Stored items
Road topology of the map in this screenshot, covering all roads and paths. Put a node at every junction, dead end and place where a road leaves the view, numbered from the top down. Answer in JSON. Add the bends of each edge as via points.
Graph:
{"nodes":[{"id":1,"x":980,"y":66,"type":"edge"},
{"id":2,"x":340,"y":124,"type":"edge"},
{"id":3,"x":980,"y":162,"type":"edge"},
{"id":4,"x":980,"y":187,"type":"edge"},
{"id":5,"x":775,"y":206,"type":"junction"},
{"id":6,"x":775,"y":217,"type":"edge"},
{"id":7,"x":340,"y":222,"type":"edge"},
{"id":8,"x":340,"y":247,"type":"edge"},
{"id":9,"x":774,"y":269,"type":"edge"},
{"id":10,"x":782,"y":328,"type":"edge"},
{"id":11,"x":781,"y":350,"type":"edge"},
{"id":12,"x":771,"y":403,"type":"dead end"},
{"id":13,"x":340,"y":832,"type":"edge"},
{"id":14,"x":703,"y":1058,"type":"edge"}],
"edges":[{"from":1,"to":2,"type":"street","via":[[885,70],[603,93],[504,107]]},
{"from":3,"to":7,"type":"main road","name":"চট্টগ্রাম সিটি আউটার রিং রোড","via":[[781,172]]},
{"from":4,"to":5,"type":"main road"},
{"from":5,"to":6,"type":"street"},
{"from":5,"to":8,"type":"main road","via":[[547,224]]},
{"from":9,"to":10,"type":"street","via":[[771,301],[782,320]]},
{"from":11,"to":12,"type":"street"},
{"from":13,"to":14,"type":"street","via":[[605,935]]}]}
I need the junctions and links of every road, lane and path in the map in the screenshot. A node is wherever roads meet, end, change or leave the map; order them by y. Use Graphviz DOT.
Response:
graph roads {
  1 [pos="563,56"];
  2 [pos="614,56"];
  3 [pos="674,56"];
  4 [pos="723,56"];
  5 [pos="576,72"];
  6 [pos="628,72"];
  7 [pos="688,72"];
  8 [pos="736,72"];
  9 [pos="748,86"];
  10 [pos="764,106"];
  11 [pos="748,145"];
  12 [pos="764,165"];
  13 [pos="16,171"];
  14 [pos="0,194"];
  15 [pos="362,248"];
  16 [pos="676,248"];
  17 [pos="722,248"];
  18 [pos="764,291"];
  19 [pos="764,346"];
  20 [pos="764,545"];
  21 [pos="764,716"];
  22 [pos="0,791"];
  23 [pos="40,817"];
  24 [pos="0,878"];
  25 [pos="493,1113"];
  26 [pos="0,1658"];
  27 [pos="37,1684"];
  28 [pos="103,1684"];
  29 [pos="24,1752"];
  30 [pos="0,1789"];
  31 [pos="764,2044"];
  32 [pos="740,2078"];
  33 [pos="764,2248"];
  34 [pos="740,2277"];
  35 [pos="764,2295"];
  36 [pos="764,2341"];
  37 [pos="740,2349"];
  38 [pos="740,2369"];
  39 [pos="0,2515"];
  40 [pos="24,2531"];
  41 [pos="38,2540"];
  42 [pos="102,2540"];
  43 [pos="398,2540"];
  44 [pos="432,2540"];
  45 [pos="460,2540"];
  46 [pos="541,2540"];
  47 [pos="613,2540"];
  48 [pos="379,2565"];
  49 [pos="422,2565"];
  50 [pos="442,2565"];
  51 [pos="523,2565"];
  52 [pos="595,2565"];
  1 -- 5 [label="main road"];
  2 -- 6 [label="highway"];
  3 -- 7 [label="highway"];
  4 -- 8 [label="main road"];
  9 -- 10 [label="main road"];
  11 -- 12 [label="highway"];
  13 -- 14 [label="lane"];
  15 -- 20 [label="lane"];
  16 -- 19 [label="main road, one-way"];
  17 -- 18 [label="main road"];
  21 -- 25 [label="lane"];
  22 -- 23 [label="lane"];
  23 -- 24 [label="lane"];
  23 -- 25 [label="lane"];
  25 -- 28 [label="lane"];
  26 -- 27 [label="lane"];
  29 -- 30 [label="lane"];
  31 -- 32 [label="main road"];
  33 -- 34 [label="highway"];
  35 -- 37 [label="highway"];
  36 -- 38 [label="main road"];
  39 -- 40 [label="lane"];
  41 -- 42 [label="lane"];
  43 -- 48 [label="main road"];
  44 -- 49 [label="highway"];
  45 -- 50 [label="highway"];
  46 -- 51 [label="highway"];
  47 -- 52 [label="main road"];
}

__Task goal__:
Using the entries above, find all lines with "dead". Copy them.

__Written answer__:
Road topology of the map in this screenshot, covering all roads and paths. Put a node at every junction, dead end and place where a road leaves the view, numbered from the top down. Answer in JSON. Add the bends of each edge as via points.
{"id":12,"x":771,"y":403,"type":"dead end"},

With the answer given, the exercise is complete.